I could go after him on grounds that at some point he knew that the defendant who had been charged with the crime had a military background and that the murder weapon belonged to him. To do this, however, would merely reinforce Templeton’s case. Instead I ask a different question.

“Dr. Rubin, do you have any idea why the killer in this case, the person who murdered Madelyn Chapman-whoever it is-would choose to use two different kinds of bullets when shooting her?”

Rubin looks at me from the stand as if he has never really thought about this. He shakes his head. “No. I’m afraid I can’t answer that. I don’t know.”

CHAPTER TWENTY-TWO

Templeton is shrewd. Timing is everything in a trial. He has knocked us off balance with the evidence of the frangible bullet.

The two clips from the murder weapon that were found inside Chapman’s house were both empty. If they were originally loaded with frangible rounds, whoever shot Chapman took the time to discard all of the ammunition, making it impossible for us to be on the lookout for the distinctive bullets.

Ruiz has admitted to Harry and me that at one time he did have frangible rounds, issued by the Army for use in a special indoor military range. But he doesn’t remember whether any of these remained in the clips that were packed away with the gun. According to Emiliano, he used spare clips when he and Chapman last used the Mark 23 pistol at the range, when he was showing Madelyn how to shoot. He left the bag with the two original clips at her house and never looked at them again.

Whoever set Ruiz up has done a masterful job, not only with the evidence, but anticipating the direction from which problems might come at trial. So far they have left us in the dark.

Templeton decides that, with the defense on its heels, this is the time to expose the weak underbelly of his case, to the extent that he has one, and get it behind him.

This morning they bring in the gun and its canvas case, along with the two empty clips and the silencer discovered on the rocks over the ocean.

Templeton has his principal evidence tech, Mitchell Perryman, up on the stand. Perryman is the man who headed up the team that marked, identified, and gathered all the physical evidence at the scene. He is a veteran, sixteen years with county law enforcement, and a student of endless courses in evidence gathering from the FBI as well as the state crime lab. But his department has had its problems in the last two years: first a scandal involving errors in the chains of custody in a string of felony cases in which one of Perryman’s colleagues was caught falsifying internal records; then four months ago another of Perryman’s associates was caught in misstatements under oath on the stand, which defense counsel called perjury and which is now on appeal in a major white-collar prosecution.

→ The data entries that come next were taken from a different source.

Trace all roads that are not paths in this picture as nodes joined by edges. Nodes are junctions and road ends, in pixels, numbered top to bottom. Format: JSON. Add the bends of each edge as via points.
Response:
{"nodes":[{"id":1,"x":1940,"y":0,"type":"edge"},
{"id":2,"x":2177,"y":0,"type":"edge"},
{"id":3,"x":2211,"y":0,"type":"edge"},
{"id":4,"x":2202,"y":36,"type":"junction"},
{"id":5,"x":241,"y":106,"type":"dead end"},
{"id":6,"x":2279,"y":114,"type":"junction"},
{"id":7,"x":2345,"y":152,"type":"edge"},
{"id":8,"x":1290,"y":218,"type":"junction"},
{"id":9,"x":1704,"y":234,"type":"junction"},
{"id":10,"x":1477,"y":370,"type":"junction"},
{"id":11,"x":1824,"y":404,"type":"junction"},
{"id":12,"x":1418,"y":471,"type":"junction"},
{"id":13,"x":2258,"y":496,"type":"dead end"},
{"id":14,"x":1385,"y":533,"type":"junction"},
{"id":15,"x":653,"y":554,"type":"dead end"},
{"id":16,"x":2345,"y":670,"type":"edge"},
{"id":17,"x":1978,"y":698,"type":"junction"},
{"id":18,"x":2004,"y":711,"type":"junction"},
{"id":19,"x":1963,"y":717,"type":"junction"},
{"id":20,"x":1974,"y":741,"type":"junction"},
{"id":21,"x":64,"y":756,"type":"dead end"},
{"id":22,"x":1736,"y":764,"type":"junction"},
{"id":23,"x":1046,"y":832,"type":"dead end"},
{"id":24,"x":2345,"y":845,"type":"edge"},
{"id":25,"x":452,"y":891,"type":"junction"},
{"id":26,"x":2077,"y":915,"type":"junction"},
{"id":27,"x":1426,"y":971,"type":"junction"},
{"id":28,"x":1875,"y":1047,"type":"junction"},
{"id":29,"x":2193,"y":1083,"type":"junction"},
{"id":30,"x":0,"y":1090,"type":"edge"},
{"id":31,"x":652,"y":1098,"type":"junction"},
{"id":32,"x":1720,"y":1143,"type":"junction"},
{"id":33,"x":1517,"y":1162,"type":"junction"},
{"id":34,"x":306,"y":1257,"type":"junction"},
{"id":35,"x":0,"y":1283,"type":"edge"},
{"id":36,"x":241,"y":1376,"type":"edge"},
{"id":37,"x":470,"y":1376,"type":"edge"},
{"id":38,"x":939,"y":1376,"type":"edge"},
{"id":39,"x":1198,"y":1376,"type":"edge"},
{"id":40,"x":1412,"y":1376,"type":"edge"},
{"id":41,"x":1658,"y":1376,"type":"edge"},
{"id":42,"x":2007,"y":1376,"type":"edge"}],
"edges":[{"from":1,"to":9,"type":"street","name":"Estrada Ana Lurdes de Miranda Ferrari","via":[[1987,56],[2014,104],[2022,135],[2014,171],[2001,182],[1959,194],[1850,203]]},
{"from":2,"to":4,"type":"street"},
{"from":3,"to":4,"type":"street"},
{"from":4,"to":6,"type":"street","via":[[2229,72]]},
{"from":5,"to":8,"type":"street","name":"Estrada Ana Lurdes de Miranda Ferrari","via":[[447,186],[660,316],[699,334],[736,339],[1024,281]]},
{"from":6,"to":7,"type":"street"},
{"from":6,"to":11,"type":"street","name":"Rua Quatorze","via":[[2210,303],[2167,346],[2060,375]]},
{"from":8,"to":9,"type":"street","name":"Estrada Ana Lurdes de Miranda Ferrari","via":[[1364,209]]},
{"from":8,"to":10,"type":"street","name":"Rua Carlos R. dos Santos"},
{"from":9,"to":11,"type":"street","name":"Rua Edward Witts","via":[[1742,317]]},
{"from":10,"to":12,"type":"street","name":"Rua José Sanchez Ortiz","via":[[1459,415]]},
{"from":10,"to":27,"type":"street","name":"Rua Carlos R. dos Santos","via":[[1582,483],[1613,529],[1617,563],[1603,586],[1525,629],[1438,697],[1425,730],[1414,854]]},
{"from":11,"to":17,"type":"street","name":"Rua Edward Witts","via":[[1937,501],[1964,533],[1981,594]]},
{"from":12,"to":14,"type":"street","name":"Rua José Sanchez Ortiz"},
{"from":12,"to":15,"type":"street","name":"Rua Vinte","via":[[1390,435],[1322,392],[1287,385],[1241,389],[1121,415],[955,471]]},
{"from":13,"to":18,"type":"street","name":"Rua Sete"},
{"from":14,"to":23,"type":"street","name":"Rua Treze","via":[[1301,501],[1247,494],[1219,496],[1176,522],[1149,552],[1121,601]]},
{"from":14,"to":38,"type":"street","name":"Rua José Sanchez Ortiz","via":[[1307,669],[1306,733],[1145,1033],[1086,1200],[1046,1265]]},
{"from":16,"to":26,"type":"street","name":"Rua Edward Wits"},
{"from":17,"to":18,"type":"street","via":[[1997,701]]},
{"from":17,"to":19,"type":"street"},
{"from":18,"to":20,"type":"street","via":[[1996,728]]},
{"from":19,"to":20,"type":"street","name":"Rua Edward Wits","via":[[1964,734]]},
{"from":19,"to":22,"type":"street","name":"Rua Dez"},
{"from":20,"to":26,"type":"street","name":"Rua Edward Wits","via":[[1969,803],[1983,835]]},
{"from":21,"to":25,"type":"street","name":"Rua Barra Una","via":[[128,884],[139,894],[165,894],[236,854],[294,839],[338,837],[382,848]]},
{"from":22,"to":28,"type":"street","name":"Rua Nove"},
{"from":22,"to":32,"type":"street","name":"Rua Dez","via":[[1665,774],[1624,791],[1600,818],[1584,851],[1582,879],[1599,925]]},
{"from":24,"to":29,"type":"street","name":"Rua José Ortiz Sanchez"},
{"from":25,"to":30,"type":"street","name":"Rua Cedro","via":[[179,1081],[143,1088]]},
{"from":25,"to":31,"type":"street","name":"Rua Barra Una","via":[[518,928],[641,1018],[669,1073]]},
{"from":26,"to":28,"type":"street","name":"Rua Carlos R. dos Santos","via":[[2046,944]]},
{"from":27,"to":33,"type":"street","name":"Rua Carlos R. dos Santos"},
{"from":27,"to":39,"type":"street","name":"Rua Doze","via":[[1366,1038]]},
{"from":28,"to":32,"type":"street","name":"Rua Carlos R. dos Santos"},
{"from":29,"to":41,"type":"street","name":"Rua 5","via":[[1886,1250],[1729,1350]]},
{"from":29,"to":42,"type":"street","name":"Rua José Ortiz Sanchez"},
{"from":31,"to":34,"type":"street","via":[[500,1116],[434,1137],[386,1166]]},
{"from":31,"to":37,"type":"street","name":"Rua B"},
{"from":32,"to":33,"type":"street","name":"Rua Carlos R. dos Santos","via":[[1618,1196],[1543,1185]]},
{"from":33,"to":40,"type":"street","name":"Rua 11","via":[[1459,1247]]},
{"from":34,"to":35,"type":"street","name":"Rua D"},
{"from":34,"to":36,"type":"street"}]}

All of this has left the people in Perryman’s office feeling tainted, demoralized, and gun-shy on the stand.

“Let’s start with the firearm,” says Templeton. “The HK Mark Twenty-three forty-five-caliber semiautomatic pistol.” This has already been removed from its paper evidence bag and identified as the weapon found in Chapman’s backyard the night of the murder.

“You supervised the photographing and collection of this weapon, did you not?”

“I did,” says Perryman. The witness has already identified an array of photographs, and they now appear up on the visualizer in order for the jury to see.

The gun itself is photographed lying on its side on top of a small mound of what appears to be dark potting soil heaped up like a soft mesa around the base of a rosebush. A ruler for scale appears just beyond the edge of the lawn along the bottom of the photo.

“Did you find the firearm yourself at the location photographed?”

“No. One of the first officers on the scene checked the yard to make sure that no one was there. He observed the firearm at that time but did not touch it or approach it. He kept it under visual observation until evidence technicians from our office arrived on the scene. That’s when I first observed it.”

“And was it still in the position and as we see it here in the photograph when you first observed it?”

“Yes, it was.”

“What about the silencer?” says Templeton. “Where was that found?”